Mining Corpora: Students as academic language investigators

Academic Year:
2011 - 2012 (June 1, 2011 through May 31, 2012)
Funding Requested:
$2,500.00
Project Dates:
-
Applicant(s):
Overview of the Project:
Many students writing in their second language face a particularly difficult challenge when it comes to selecting appropriate "collocations." These word combinations "sound right" to fluent English speakers because the words pattern together in high frequency. This project facilitates student use of online "corpora" databases of real language use. However, these databases are designed for language researchers, and can thus be unwieldy for language learners. We therefore created an online video tutorial showing students how to conduct collocation investigations based on word choices in their own writing. Students logged their process and findings in a Sitemaker database, where they could also view the findings of their peers. Students reported being pleased and surprised to find a resource for discovering how words pattern in real language use. Future work will focus on developing additional online tutorials to support more sophisticated searches, and applying both the tools and the findings on vocabulary learning to other language courses.
Final Report Fields
Project Objectives:
(1) enable undergraduate writers to investigate collocation patterns for editing their word choices in academic writing in English(2) identify effective ways to deploy screencast-based online tutorials as a mechanism to teach content and to train students to use unfamiliar technology(3) identify effective ways to track student vocabulary investigations and findings
Project Achievements:
The screencasts on using online corpora and the Sitemaker database where students can log their vocabulary investigations enabled ELI 120 undergraduate student writers to change their learning and editing behaviors. Namely, students adopted online corpora as a key reference resource when composing and revising their academic writing, where these tools were routinely rejected by students as too intimidating in prior years. Students gained awareness of how words pattern together in specific usage contexts, evidenced by their ongoing reports on their findings and in teacher-student writing conferences. Beyond the ELI 120 course itself, which will continue utilizing screencasts to introduce students to the concept of collocations and to online corpora, colleagues in other courses at ELI have adopted screencasts and sitemaker vocabulary-investigation websites as a core feature of the curriculum. The Language Resource Center has been working on rolling out a mobile version of Sitemaker-based vocabulary investigation tools that originated in this project. In my own teaching, I've integrated screencasts and video clips embedded within UM lessons to create online tutorials to support student learning in each of the other courses I teach, expanding the range of resources available to students.
Continuation:
As described above, the tools built in this project will continue to be integrated into my undergraduate writing course, and have been adapted for use in other ELI writing, speaking, and integrated skills courses. This project has also added a new set of tools to my teacher's toolbox (Camtasia for screencasts, UM Lessons for embedding video in tutorials, Java-enhanced Sitemaker databases), so that I anticipate continuing to build online tutorials to respond to areas of student difficulty, and continuing to work on ways to support and encourage student tracking of the content they are learning via online databases and mobile apps.
Dissemination:
I have given two presentations about this project and follow-up applications to interested faculty. I will be offering an Enriching Scholarship workshop in May 2012, focusing on creating screencast-based online tutorials. I'm continuing to review data from the original fall project for future possible publication.

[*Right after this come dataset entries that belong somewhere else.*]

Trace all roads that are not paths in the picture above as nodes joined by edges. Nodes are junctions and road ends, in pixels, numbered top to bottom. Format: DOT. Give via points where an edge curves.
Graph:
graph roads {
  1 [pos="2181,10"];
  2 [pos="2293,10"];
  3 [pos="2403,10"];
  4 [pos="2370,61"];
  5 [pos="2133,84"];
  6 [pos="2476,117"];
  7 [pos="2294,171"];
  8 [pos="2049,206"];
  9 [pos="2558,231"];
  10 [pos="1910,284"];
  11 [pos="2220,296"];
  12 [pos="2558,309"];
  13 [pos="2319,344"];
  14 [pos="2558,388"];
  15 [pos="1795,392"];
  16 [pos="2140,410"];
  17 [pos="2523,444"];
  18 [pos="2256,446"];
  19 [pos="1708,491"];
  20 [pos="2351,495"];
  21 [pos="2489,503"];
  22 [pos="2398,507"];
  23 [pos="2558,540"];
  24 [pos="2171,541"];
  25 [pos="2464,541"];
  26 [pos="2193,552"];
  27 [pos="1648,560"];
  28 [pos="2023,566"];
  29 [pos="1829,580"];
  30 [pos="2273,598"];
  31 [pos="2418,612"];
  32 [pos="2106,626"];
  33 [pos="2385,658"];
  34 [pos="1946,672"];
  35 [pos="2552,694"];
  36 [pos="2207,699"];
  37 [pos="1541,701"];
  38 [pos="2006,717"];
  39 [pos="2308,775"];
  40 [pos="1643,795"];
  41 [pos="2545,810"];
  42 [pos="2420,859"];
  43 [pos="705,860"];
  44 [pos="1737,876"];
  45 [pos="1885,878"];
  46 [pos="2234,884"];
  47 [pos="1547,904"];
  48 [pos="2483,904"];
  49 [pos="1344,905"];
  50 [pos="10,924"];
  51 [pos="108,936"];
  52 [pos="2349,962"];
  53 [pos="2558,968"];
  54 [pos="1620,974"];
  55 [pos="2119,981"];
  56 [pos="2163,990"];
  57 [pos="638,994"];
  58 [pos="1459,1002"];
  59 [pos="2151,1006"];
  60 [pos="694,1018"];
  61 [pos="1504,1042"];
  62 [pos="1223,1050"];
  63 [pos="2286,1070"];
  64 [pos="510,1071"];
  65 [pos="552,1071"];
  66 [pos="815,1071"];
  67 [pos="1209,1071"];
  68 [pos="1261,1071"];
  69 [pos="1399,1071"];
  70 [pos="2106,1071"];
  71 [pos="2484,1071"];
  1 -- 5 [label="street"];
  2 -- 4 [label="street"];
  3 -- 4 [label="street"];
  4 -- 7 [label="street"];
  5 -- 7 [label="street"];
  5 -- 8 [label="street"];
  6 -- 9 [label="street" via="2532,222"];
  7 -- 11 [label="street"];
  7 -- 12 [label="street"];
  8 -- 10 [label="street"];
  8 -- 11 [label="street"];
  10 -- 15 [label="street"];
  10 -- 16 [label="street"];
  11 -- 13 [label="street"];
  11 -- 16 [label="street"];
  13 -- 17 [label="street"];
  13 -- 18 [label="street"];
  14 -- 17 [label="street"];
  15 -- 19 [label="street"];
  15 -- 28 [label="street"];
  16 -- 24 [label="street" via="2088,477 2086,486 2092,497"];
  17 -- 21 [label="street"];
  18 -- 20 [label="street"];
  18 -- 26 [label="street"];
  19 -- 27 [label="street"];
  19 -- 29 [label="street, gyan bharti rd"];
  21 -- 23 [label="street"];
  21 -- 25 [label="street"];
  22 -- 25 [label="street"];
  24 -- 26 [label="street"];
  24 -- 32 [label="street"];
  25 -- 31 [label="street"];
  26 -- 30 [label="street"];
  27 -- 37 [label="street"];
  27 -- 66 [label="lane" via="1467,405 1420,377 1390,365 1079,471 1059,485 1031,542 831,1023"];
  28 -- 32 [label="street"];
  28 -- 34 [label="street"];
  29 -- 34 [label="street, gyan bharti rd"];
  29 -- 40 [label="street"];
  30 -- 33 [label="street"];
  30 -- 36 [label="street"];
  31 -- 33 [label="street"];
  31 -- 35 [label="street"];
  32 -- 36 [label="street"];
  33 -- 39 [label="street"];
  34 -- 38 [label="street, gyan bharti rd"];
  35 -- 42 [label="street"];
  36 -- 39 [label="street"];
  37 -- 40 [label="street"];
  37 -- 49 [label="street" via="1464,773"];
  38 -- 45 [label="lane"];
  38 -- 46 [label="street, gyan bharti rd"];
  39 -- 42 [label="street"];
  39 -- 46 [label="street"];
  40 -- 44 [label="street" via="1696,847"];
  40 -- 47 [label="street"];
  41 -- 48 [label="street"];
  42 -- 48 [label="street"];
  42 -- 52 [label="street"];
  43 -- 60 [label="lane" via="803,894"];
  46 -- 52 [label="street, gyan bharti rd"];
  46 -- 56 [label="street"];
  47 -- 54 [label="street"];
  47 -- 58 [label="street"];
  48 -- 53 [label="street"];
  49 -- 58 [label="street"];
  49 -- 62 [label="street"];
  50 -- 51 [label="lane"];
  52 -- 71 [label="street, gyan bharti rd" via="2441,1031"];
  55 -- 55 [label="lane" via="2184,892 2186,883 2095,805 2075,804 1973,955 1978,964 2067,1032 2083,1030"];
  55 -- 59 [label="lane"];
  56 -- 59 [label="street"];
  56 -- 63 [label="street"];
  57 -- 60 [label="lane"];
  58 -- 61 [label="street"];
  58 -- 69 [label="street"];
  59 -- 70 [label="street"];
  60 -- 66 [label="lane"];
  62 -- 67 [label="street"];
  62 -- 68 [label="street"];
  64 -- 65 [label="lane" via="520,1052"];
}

Advice to your Colleagues:
This project was greatly facilitated by the brainstorming contributions of multiple tech gurus on campus, each of whom brought a different orientation and set of solutions to the table. However, brainstorming led to new challenges, as it broadened the potential horizons of the project. Indeed one of the primary challenges of the project was constraining the scope narrowly enough to develop and realistically implement a meaningful set of learning tools; narrowing that scope early on was critical to the project's success. Another valuable process near the start of the project was giving each of the possible technology solutions a "tryout" in order to see with my own content whether and how they could really do what we were seeking. This process quickly eliminated a broad array of possibilities, and introduced me to those resources for other future projects where they might be more applicable.